New student union on the way

The renovation of the Phyllis P. Marshall Center is still in the planning stage, but the new student union is scheduled to open in the summer of 2008.

On Dec. 8, 2005, USF officials met with representatives from two architectural firms, Sasaki and Gould Evans, to begin working out the details of the new building. They believe the new center will be an asset to the growing student body of USF.

“The current Marshall Center and Special Events Center are too small and outdated for a university the size of USF,” said Brian Schulte, the marketing coordinator for the Marshall Center. “A new building would bring a larger food court with more food options and more seating, more space for student organizations, more meeting room space for those student groups, more amenities like a sports grill, a new theater and a bigger ballroom.”

The current building is one of the first four buildings that USF has when it opened in 1960 with only 2,000 students.

It was approximately 106,000 square feet, until the addition of the Special Events Center in 1990, which increased its area to 161,000 square feet.

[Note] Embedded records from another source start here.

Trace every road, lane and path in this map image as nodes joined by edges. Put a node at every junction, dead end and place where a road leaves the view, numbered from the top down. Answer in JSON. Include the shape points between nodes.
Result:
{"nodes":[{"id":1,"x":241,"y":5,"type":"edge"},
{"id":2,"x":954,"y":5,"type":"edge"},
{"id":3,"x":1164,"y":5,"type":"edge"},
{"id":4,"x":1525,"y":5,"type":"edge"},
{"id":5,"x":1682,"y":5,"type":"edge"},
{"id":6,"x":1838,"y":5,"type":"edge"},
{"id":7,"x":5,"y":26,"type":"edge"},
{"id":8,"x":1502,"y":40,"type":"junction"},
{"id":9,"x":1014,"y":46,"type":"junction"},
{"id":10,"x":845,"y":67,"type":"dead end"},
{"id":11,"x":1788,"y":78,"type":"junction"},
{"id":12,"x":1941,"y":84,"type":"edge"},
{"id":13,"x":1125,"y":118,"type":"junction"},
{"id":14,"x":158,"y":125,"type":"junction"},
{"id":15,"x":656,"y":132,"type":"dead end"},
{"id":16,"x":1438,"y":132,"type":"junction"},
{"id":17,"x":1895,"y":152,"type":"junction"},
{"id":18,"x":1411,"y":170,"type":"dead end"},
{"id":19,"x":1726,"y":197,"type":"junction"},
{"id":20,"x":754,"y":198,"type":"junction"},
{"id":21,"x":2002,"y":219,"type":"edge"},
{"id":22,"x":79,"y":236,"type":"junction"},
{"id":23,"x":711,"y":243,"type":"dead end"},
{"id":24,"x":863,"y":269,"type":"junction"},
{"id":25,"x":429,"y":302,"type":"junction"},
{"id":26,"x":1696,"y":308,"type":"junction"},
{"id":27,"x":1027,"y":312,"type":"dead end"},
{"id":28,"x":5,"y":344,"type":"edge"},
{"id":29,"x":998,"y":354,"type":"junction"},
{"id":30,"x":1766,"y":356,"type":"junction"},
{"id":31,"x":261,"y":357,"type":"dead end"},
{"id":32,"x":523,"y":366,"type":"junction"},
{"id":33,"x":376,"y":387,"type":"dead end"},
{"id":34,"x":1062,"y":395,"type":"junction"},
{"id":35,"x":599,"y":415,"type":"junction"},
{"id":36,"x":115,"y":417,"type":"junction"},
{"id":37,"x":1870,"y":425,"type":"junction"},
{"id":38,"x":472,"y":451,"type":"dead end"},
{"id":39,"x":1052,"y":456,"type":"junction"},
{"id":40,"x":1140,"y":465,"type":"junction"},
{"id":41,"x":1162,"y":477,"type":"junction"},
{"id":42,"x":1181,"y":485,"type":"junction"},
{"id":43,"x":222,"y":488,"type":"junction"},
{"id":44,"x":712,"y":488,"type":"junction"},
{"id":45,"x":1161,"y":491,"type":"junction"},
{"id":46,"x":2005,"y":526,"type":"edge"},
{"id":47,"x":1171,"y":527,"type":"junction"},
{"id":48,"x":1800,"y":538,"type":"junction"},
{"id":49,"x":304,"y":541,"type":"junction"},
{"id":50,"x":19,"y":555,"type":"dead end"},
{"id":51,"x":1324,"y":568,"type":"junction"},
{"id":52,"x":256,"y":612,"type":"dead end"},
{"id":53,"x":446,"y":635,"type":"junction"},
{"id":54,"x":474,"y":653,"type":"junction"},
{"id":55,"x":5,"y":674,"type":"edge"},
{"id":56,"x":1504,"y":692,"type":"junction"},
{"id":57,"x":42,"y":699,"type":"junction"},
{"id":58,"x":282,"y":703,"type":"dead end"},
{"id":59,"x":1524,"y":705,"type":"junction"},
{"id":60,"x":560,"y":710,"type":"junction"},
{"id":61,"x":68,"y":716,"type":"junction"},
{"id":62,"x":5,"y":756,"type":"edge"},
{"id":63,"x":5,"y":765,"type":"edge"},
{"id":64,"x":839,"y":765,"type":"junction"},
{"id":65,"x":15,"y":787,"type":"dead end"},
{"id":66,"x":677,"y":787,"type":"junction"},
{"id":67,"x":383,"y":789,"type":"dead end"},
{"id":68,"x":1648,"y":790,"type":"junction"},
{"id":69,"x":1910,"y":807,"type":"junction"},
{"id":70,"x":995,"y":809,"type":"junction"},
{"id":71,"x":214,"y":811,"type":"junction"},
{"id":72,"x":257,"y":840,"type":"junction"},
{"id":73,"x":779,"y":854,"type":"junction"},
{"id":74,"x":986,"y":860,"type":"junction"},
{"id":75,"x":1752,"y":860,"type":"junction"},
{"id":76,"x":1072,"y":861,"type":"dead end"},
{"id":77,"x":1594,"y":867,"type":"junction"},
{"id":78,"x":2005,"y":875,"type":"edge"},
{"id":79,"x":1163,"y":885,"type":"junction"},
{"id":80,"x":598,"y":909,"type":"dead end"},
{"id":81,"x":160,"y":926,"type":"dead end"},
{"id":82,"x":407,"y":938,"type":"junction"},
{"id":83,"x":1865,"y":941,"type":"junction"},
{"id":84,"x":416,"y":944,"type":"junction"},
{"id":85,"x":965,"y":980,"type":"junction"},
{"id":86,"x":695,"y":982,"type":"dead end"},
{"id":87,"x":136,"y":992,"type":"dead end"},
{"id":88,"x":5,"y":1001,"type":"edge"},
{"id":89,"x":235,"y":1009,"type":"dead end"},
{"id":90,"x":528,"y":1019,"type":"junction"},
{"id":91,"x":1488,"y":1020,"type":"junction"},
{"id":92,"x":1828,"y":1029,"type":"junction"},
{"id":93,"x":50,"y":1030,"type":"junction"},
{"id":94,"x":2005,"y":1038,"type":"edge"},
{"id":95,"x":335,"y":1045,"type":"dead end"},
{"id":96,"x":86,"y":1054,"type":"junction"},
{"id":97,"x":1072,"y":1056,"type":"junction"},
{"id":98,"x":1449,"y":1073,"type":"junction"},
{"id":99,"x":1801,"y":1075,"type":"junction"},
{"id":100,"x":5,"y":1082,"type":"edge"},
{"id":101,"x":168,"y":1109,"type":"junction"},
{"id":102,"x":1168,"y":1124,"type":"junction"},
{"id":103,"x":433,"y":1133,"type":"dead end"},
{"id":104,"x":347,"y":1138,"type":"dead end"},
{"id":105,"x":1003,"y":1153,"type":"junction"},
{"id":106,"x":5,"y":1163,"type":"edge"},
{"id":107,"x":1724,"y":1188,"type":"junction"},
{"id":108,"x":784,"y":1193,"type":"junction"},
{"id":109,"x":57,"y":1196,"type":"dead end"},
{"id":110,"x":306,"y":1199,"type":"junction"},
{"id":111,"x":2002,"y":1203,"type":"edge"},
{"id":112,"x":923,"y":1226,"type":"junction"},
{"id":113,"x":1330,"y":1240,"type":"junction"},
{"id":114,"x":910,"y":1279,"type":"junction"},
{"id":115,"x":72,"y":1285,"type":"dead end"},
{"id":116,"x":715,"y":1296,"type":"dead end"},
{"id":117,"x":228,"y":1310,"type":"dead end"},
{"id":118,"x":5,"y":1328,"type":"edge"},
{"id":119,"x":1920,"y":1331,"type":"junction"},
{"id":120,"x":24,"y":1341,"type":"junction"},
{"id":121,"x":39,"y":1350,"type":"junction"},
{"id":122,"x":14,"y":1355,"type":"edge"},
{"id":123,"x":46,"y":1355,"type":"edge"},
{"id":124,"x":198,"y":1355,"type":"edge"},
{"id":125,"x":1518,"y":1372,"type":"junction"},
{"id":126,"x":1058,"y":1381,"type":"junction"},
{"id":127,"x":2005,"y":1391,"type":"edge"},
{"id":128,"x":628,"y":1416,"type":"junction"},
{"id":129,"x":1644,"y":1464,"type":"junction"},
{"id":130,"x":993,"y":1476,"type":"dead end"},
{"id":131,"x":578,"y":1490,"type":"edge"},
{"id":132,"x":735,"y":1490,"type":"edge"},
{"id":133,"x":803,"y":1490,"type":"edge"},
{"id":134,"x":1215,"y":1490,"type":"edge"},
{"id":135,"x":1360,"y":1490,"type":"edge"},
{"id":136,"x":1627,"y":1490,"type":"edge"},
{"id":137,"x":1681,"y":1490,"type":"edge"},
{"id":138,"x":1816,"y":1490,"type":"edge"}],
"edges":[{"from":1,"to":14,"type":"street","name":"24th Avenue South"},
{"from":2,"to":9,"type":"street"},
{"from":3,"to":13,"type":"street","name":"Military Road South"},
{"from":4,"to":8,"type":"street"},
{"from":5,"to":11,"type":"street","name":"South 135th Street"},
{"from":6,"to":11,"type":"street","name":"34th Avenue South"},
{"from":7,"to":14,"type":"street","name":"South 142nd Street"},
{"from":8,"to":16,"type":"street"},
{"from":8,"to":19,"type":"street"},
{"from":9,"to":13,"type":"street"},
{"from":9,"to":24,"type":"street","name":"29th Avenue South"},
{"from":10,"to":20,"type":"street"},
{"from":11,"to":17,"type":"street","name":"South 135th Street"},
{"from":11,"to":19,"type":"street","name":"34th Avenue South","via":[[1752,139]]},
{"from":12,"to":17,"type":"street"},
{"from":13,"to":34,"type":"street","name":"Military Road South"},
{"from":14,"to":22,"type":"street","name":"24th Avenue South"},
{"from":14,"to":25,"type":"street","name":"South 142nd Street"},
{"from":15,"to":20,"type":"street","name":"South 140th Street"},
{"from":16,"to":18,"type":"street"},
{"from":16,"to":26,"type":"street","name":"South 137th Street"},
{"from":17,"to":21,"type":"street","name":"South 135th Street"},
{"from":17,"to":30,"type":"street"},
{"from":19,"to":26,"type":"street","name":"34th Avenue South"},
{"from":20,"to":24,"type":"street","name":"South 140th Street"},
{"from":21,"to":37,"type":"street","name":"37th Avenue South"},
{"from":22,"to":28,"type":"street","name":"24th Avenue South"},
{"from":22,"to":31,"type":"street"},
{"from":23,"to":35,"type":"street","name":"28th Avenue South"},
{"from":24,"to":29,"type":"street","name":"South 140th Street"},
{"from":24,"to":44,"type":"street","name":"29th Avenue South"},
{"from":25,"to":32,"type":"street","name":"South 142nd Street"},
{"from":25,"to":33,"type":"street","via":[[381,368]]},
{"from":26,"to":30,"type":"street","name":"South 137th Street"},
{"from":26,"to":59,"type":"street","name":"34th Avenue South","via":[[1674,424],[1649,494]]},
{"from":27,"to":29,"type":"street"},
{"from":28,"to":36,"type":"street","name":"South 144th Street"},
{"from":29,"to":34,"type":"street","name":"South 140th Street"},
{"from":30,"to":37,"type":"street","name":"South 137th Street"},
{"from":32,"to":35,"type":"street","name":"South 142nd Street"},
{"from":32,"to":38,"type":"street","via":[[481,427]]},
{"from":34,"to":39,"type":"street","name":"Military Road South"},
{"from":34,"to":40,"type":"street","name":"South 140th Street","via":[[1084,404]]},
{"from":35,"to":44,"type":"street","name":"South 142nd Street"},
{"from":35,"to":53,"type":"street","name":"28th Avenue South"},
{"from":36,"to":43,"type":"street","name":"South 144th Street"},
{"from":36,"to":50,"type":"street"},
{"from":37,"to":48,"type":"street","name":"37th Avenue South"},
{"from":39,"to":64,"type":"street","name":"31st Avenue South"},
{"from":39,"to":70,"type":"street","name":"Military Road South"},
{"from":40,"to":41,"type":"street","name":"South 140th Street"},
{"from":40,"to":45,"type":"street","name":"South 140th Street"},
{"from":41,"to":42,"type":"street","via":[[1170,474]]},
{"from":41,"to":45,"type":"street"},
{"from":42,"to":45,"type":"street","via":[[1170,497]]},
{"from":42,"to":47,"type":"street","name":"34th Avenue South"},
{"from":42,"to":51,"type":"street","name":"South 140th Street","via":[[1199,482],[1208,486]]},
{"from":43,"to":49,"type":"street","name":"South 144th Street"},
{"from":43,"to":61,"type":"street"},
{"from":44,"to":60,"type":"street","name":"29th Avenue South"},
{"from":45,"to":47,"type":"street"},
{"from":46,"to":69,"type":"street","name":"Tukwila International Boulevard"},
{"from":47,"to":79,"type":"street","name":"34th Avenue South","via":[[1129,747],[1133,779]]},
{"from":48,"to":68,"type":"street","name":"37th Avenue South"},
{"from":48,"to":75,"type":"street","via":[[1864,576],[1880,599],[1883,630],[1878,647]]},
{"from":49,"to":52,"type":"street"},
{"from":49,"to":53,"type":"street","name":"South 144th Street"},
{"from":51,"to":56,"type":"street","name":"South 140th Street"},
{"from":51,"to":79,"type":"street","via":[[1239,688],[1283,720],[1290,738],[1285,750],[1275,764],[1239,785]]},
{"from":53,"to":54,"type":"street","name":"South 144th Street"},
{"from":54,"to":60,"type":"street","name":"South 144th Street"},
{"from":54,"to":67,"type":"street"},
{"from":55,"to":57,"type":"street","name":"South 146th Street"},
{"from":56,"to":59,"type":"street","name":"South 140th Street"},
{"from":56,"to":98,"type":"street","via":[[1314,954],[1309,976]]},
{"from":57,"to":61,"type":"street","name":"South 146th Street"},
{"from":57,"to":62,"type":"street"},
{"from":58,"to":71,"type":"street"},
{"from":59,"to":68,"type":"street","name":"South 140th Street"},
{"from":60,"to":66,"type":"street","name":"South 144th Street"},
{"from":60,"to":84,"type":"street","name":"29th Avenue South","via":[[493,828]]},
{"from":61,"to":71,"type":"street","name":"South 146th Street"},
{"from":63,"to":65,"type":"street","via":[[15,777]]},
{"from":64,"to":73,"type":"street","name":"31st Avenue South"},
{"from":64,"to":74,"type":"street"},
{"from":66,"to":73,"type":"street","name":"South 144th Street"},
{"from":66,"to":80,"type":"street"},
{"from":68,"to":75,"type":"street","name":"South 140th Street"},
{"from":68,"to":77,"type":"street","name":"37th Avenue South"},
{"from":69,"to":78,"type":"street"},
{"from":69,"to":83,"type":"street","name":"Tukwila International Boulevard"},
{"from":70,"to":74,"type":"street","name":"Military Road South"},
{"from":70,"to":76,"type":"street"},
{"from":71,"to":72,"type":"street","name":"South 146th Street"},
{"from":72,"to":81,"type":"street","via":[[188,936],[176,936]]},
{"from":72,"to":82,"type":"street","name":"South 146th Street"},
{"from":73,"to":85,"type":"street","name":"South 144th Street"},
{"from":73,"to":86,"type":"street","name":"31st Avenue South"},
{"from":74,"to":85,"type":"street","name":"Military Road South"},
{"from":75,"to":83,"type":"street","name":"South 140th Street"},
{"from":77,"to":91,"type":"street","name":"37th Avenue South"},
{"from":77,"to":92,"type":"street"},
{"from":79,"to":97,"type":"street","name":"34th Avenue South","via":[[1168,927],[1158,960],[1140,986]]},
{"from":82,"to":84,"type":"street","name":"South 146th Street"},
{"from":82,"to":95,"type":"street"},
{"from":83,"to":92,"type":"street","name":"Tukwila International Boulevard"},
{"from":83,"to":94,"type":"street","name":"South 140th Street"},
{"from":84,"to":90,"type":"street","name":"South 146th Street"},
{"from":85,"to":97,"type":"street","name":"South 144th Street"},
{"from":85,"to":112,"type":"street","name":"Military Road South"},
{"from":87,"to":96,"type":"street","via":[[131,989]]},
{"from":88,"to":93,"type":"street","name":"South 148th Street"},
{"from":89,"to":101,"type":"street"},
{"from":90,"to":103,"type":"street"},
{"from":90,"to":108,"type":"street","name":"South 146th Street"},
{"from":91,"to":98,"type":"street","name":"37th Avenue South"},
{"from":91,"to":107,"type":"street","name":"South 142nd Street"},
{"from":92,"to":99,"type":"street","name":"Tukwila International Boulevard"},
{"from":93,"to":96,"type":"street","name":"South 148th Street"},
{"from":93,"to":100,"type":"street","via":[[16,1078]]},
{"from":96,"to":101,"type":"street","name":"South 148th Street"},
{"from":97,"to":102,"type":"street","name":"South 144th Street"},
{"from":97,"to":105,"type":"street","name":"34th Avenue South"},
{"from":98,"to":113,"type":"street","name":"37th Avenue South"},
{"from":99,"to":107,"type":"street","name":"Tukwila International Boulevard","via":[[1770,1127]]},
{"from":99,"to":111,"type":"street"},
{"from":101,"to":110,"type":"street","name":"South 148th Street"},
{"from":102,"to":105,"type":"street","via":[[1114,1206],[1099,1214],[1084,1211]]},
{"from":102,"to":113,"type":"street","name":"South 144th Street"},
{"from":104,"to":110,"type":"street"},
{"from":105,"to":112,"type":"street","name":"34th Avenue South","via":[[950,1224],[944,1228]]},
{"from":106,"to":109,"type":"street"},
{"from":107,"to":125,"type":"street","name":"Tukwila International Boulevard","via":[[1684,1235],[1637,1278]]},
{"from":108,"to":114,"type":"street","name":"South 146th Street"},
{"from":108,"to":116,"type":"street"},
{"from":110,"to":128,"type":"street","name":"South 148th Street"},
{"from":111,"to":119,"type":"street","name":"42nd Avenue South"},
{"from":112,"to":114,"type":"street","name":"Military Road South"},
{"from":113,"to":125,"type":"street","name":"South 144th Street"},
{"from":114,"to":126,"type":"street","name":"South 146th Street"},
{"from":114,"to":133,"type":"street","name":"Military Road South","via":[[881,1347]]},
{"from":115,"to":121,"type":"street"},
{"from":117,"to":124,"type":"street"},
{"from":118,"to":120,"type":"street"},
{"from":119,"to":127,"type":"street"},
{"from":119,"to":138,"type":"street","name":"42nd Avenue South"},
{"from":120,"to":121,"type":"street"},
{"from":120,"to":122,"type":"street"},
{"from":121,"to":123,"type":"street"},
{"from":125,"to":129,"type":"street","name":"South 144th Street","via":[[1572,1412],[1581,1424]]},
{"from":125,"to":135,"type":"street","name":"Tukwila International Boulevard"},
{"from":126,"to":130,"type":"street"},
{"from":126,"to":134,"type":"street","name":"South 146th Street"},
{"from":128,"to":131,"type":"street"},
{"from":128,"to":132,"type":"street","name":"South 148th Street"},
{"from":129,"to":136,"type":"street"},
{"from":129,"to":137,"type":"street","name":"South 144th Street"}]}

USF’s Tampa campus had just more than 35,000 students this past fall, and the Council for the Advancements of Standards in Higher Education recommends the average size of any student union be about 10 square feet per student.Ideas for what the new building will look like can be found on the Marshall Center Web site’s renovation page.

The site states that the new union will hopefully have a welcoming appearance, avoiding big-box architecture or looking too “concrete.” There will be ample outdoor seating for students, as well as lounges, study rooms, galleries. and maybe even a meditation room.

The architects will be back on campus this month to begin discussing where the new buildings will be placed. They will move toward a more finalized design in late March.

Students will begin to see changes during spring semester of the 2006 school year when work on demolishing the Special Events Center begins.

“Starting in the middle of February, the SEC will be closed and the Marshall Center will begin removing items that can be reused in new spaces,” Schulte said. “Once the Marshall Center staff has emptied the building, it will then be handed over to the construction company to begin preparations for demolition.”